To find which table might represent Ava's line based on her expression \(4 - 12 - 3\), we first need to simplify that expression:
\[ 4 - 12 - 3 = 4 - 15 = -11 \]
It seems like Ava might be calculating the slope of a line in the form \(y = mx + b\), where \(m\) is the slope.
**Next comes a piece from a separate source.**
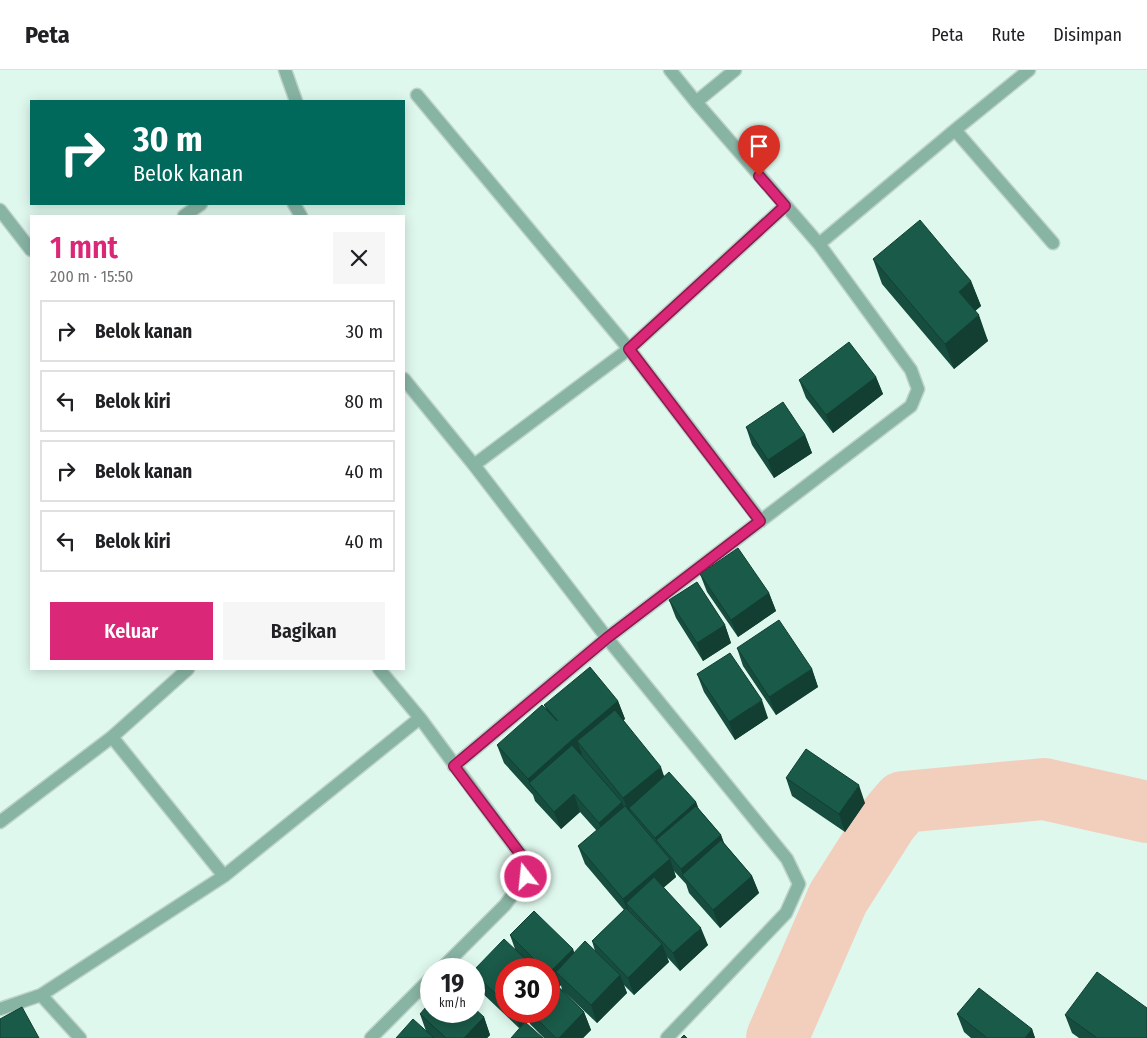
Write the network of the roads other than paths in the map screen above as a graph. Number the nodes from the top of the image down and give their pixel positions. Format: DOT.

However, the given calculation results in a numerical value (-11) that seems not to directly correspond to the slope between any two points.
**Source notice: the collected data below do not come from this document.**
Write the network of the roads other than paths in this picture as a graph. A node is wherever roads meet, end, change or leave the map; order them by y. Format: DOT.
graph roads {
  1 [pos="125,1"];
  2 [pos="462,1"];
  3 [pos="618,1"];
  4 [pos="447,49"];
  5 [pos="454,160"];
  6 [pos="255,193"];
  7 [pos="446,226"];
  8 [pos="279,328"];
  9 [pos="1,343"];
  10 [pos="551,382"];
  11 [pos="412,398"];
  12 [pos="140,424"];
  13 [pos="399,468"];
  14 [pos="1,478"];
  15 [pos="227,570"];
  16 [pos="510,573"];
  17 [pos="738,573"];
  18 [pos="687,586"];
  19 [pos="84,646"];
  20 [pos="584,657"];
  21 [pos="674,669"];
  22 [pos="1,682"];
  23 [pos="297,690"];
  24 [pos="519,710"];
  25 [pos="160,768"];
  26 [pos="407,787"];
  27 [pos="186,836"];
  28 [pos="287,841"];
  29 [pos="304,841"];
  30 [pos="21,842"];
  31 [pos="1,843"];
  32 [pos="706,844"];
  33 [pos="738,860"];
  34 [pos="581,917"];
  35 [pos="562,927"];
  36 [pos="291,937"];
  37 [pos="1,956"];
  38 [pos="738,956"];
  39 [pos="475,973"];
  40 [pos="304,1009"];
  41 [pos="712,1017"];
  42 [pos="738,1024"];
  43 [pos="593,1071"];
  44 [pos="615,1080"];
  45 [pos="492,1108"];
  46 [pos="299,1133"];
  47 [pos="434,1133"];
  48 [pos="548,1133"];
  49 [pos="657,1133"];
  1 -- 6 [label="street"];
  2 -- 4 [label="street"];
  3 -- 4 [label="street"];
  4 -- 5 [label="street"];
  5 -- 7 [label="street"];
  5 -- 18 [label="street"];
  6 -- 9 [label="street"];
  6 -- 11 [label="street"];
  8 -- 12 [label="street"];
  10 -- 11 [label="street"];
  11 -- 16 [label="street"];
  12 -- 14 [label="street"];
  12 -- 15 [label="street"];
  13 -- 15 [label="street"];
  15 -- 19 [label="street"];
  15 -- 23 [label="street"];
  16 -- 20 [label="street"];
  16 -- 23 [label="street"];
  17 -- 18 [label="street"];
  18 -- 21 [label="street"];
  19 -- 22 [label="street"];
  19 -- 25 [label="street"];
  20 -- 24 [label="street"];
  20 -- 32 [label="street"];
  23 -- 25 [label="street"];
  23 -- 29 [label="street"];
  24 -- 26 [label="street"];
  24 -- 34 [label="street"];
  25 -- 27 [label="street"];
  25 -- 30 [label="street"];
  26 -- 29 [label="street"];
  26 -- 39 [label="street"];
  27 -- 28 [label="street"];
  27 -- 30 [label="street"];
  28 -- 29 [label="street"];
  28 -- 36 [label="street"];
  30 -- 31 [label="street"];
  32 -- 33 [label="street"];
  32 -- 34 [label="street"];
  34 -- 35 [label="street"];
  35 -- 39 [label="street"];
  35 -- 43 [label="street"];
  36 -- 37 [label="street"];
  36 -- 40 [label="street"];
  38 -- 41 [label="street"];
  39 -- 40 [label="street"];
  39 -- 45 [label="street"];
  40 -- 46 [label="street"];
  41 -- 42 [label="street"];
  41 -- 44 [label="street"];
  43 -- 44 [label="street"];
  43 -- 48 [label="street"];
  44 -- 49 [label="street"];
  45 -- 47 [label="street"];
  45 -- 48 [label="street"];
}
To determine the slope from a table of values \( (x, y) \), we can calculate the slope \(m\) between two points using the formula:
\[ m = \frac{y_2 - y_1}{x_2 - x_1} \]
Let's analyze each given table to determine the slopes:
For the first table:
\[ \begin{align*} (3, 1) \quad & (2, 4) \ \end{align*} \]
Calculating the slope: \[ m = \frac{4 - 1}{2 - 3} = \frac{3}{-1} = -3 \]
For the second table:
\[ \begin{align*} (4, 3) \quad & (2, 1) \ \end{align*} \]
Calculating the slope: \[ m = \frac{1 - 3}{2 - 4} = \frac{-2}{-2} = 1 \]
For the third table:
\[ \begin{align*} (3, 4) \quad & (-1, -2) \ \end{align*} \]
Calculating the slope: \[ m = \frac{-2 - 4}{-1 - 3} = \frac{-6}{-4} = \frac{3}{2} \]
For the fourth table:
\[ \begin{align*} (4, 3) \quad & (2, 1) \ \end{align*} \]
Calculating the slope: \[ m = \frac{1 - 3}{2 - 4} = \frac{-2}{-2} = 1 \]
From these calculations, none of the slopes (-3, 1, 3/2, 1) match the value of -11, which suggests a misunderstanding about the relationship between the slope and the given tables.
Since we are interested in the possibility that one of these tables represents a line that potentially has a slope calculated (or implying a slope) from Ava's expression, we focus on identifying the nature of the table data instead.
The expression itself - if intended to be a slope of -11 - would indicate a decline, and typically such steeper slopes would correspond to larger absolute changes in \(y\) for comparable changes in \(x\), suggesting incorrect or misunderstood match-up between what was calculated and these tables of simple coordinate points.
For further assistance, one might need to clarify the intention behind the expression and its relation to these tables or correct calculation processes as none directly link clearly. Could you clarify or provide more information about Ava's line?